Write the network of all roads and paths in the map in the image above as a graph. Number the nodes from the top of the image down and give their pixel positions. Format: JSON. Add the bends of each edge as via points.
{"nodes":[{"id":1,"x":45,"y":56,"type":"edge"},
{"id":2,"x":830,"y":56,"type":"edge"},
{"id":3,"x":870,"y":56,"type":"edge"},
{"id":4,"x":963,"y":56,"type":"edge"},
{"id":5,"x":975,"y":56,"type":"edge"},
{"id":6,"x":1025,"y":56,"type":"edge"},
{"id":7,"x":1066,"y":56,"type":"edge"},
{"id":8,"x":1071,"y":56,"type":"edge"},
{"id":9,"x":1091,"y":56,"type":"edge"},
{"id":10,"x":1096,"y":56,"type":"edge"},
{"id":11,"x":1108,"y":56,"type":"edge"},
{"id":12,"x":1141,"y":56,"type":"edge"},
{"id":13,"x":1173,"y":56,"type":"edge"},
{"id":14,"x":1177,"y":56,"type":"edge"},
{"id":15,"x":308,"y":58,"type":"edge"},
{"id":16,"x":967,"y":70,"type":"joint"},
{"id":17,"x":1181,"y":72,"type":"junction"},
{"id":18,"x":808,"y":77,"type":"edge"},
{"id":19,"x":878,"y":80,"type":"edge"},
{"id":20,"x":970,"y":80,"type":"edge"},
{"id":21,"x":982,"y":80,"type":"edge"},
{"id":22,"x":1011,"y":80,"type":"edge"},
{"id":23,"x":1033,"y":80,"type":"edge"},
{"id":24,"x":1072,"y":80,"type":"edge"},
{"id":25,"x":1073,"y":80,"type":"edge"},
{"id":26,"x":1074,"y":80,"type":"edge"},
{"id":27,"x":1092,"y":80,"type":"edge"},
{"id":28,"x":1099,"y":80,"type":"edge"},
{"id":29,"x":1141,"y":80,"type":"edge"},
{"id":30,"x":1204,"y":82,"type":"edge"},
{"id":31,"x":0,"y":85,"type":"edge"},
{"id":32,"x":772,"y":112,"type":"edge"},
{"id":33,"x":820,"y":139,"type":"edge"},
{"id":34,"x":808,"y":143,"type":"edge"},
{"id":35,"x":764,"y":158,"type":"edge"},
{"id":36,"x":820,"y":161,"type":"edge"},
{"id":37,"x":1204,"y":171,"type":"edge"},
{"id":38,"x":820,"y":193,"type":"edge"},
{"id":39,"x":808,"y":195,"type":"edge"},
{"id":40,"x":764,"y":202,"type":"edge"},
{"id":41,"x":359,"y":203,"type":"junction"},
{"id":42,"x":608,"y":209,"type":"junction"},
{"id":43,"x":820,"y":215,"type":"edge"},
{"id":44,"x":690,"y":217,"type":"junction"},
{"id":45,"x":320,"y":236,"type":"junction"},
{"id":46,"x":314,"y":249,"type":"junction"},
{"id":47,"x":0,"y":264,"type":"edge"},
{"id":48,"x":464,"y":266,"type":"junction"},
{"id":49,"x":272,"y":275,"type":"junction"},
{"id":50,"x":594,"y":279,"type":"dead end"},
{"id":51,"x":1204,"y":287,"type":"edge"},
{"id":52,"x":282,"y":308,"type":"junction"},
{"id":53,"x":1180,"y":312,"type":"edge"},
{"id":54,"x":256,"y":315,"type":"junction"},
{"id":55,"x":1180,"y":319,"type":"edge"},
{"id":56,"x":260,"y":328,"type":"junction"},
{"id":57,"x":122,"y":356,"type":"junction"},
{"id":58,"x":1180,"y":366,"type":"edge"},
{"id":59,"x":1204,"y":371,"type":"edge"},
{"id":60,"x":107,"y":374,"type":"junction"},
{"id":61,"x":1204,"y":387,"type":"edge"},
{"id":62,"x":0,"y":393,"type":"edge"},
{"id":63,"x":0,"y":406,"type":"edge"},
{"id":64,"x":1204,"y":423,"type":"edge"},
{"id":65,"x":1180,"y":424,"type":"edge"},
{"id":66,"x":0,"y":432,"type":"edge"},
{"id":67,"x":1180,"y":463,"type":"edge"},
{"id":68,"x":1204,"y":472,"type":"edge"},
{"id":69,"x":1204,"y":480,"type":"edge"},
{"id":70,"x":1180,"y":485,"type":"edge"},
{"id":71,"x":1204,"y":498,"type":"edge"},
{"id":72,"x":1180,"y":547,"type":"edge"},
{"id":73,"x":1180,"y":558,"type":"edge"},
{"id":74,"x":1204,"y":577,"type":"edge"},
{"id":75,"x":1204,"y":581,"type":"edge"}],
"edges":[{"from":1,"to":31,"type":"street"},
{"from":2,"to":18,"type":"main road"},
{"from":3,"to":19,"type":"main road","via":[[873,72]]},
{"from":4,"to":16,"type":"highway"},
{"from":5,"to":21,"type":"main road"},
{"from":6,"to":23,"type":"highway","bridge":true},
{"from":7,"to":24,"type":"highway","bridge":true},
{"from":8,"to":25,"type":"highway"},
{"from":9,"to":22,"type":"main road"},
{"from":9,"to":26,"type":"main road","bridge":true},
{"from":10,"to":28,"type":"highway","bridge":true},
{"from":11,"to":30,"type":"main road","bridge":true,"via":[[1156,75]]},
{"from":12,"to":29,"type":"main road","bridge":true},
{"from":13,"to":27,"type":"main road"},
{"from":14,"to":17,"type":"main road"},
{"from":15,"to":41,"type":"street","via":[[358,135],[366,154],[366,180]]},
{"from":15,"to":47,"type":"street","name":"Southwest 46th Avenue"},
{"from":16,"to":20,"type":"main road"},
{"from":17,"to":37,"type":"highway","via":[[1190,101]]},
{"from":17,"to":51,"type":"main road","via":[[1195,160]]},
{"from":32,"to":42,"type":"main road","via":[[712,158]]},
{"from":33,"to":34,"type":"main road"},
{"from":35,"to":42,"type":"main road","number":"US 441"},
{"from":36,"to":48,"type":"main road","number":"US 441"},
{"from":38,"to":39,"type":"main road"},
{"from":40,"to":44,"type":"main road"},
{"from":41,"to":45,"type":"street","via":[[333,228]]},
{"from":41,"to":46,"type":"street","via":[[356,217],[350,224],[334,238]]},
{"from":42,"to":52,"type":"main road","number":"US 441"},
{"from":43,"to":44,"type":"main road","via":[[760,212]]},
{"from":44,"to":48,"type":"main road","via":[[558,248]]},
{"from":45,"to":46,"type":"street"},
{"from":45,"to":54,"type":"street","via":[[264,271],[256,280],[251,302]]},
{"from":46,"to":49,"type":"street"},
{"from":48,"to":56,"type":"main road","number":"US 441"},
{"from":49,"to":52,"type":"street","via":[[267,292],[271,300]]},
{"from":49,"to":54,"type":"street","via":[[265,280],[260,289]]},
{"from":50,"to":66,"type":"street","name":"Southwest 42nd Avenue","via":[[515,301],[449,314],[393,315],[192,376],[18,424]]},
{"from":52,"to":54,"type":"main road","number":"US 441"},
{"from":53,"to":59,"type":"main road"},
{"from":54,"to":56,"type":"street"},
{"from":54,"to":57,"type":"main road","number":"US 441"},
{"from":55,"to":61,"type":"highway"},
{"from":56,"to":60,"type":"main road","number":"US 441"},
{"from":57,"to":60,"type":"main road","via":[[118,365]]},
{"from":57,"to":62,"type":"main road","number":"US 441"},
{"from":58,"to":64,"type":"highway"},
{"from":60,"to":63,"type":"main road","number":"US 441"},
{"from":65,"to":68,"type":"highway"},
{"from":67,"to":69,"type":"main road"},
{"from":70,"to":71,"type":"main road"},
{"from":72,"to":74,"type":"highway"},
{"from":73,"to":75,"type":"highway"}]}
....
TASK PROMPT:
Among the records, find each line where the word "true" occurs, and copy it.

EXERCISE OUTPUT:
{"from":6,"to":23,"type":"highway","bridge":true},
{"from":7,"to":24,"type":"highway","bridge":true},
{"from":9,"to":26,"type":"main road","bridge":true},
{"from":10,"to":28,"type":"highway","bridge":true},
{"from":11,"to":30,"type":"main road","bridge":true,"via":[[1156,75]]},
{"from":12,"to":29,"type":"main road","bridge":true},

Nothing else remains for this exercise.